▶ **What the exercise asks**
Each entry must be given again exactly as it appears, with images excluded.

▶ **Provided data**
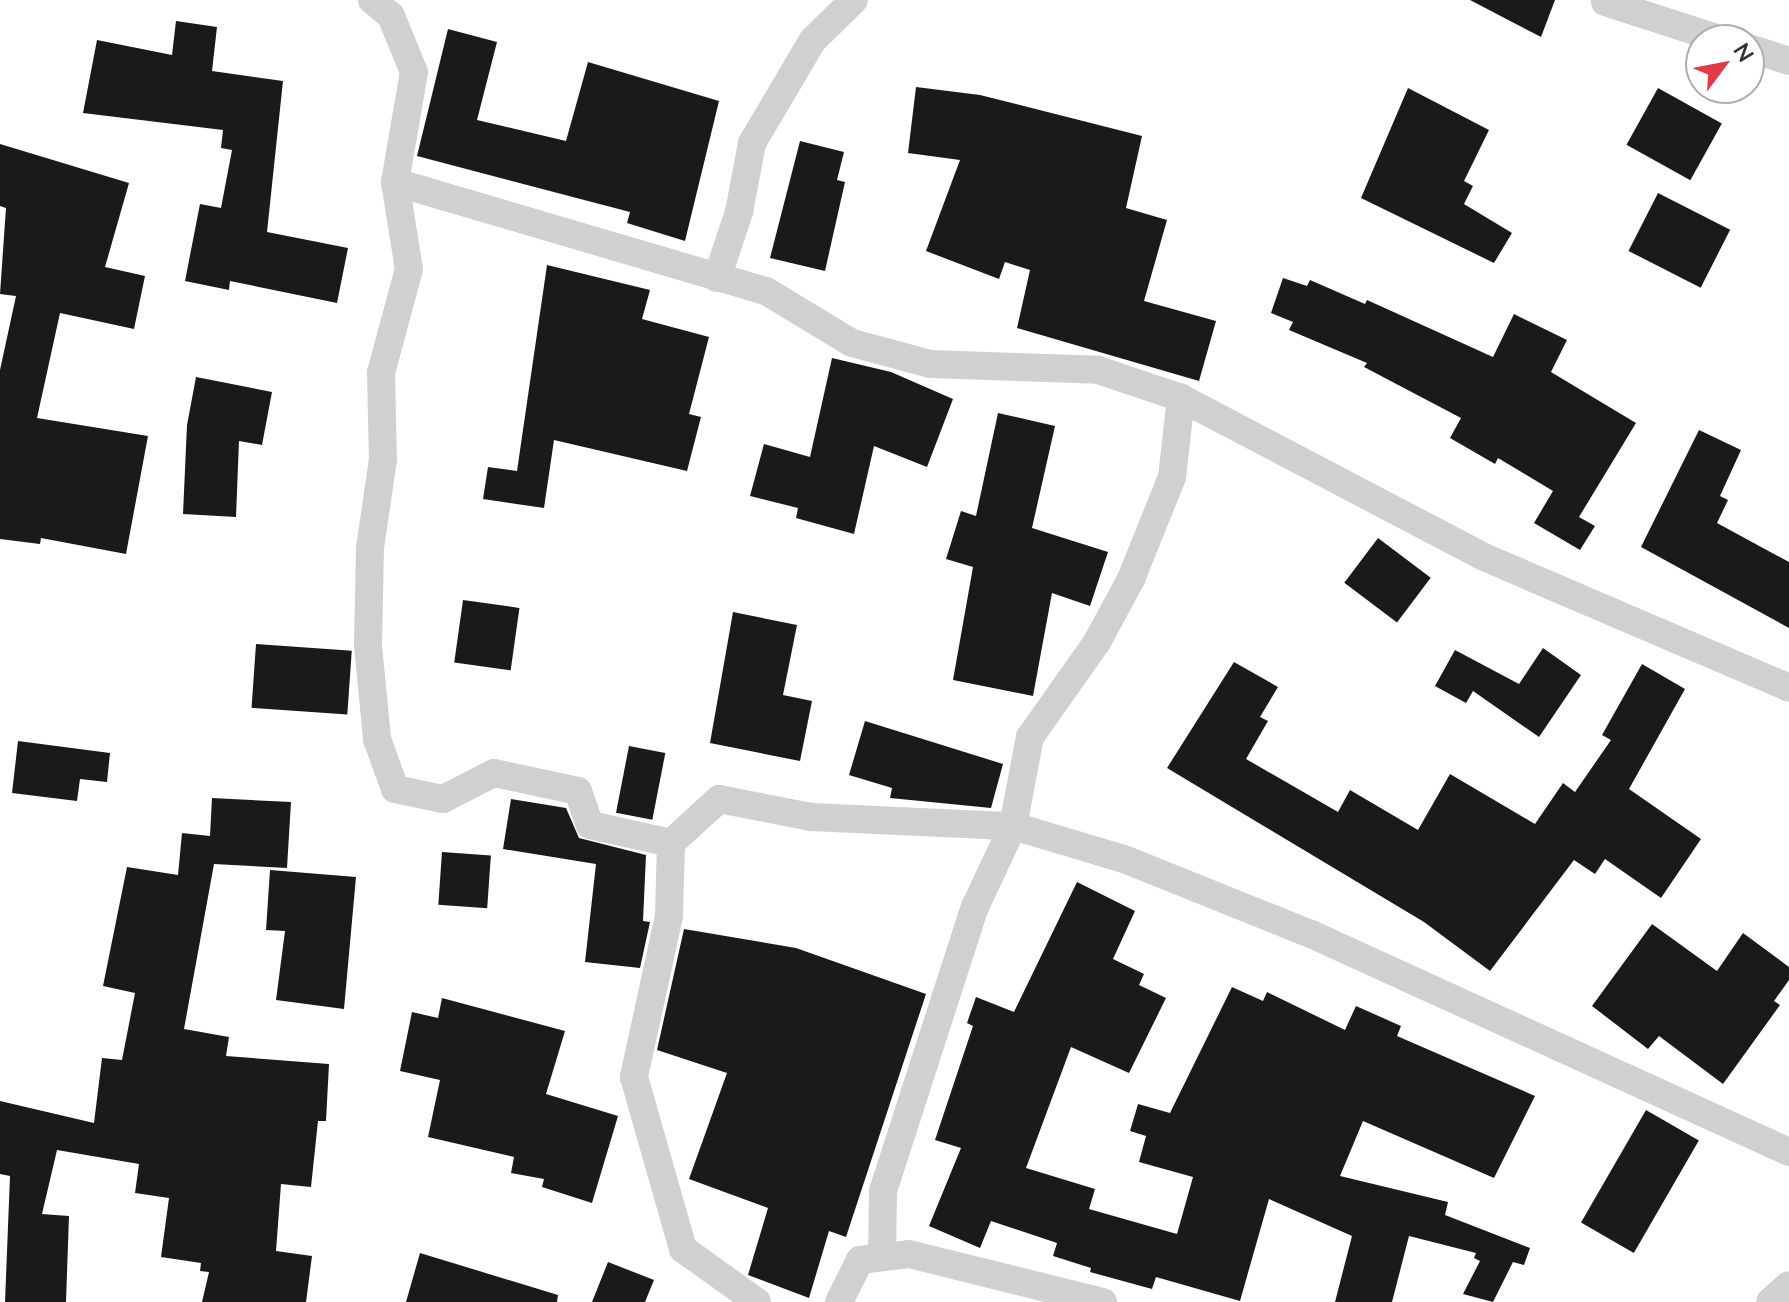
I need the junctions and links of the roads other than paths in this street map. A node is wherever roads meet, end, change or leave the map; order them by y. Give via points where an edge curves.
1 (372, 0) edge
2 (854, 0) edge
3 (1605, 2) dead end
4 (1685, 28) edge
5 (1765, 53) edge
6 (1789, 61) edge
7 (395, 182) junction
8 (717, 278) junction
9 (1181, 398) junction
10 (1789, 688) edge
11 (1013, 826) junction
12 (671, 843) junction
13 (1789, 1152) edge
14 (882, 1257) junction
15 (1789, 1285) edge
16 (757, 1302) edge
17 (839, 1302) edge
18 (1103, 1302) edge
19 (1770, 1302) edge

1 - 7 street via 391,16 414,72
2 - 8 street via 813,40 752,143 739,212
3 - 4 street
5 - 6 street
7 - 8 street
7 - 12 street via 409,269 381,373 383,459 370,548 368,645 377,739 395,789 443,799 494,773 578,791 590,825
8 - 9 street via 766,291 852,343 930,364 1098,370
9 - 10 street via 1484,557
9 - 11 street via 1172,477 1131,579 1097,642 1030,737
11 - 12 street via 811,817 719,799
11 - 13 street via 1124,859 1311,934
11 - 14 street via 975,907 883,1191
12 - 16 street via 669,916 634,1077 683,1249
14 - 17 street via 860,1260
14 - 18 street via 909,1254
15 - 19 street

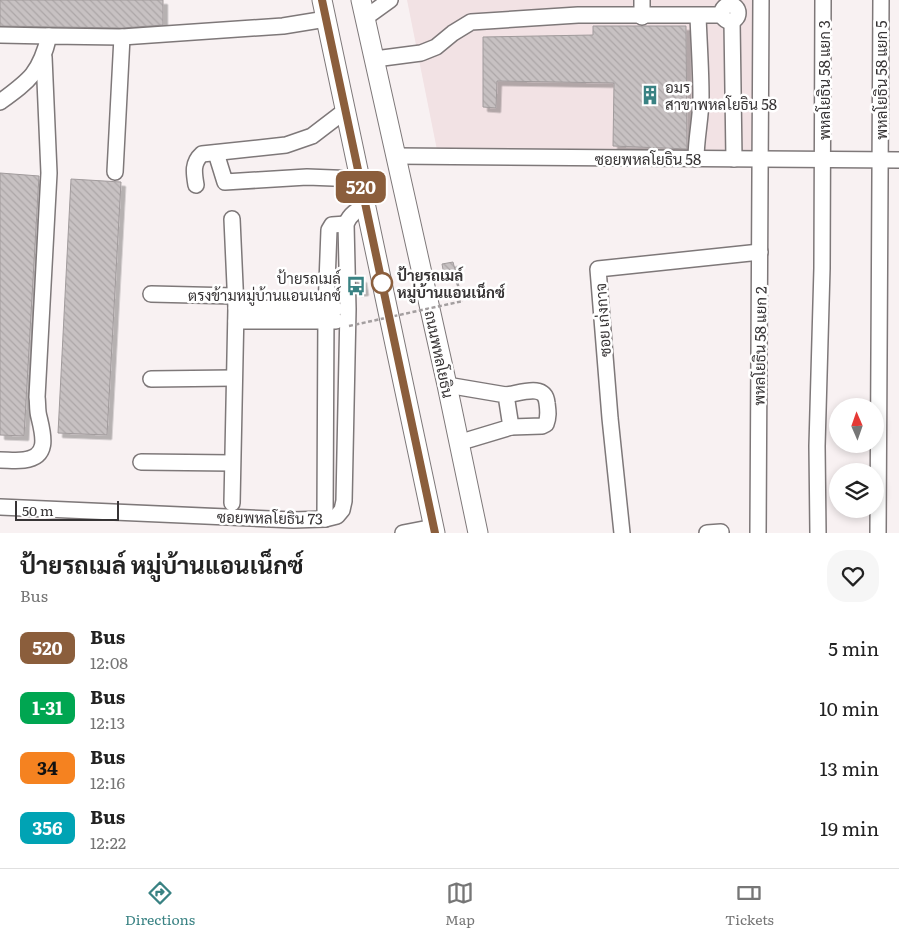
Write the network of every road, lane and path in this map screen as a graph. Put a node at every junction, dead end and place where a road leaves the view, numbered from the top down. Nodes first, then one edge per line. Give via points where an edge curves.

▶ **Result below**
I need the junctions and links of the roads other than paths in this street map. A node is wherever roads meet, end, change or leave the map; order them by y. Give via points where an edge curves.
1 (372, 0) edge
2 (854, 0) edge
3 (1605, 2) dead end
4 (1685, 28) edge
5 (1765, 53) edge
6 (1789, 61) edge
7 (395, 182) junction
8 (717, 278) junction
9 (1181, 398) junction
10 (1789, 688) edge
11 (1013, 826) junction
12 (671, 843) junction
13 (1789, 1152) edge
14 (882, 1257) junction
15 (1789, 1285) edge
16 (757, 1302) edge
17 (839, 1302) edge
18 (1103, 1302) edge
19 (1770, 1302) edge

1 - 7 street via 391,16 414,72
2 - 8 street via 813,40 752,143 739,212
3 - 4 street
5 - 6 street
7 - 8 street
7 - 12 street via 409,269 381,373 383,459 370,548 368,645 377,739 395,789 443,799 494,773 578,791 590,825
8 - 9 street via 766,291 852,343 930,364 1098,370
9 - 10 street via 1484,557
9 - 11 street via 1172,477 1131,579 1097,642 1030,737
11 - 12 street via 811,817 719,799
11 - 13 street via 1124,859 1311,934
11 - 14 street via 975,907 883,1191
12 - 16 street via 669,916 634,1077 683,1249
14 - 17 street via 860,1260
14 - 18 street via 909,1254
15 - 19 street

Write the network of every road, lane and path in this map screen as a graph. Put a node at every junction, dead end and place where a road leaves the view, numbered from the top down. Nodes first, then one edge per line. Give via points where an edge curves.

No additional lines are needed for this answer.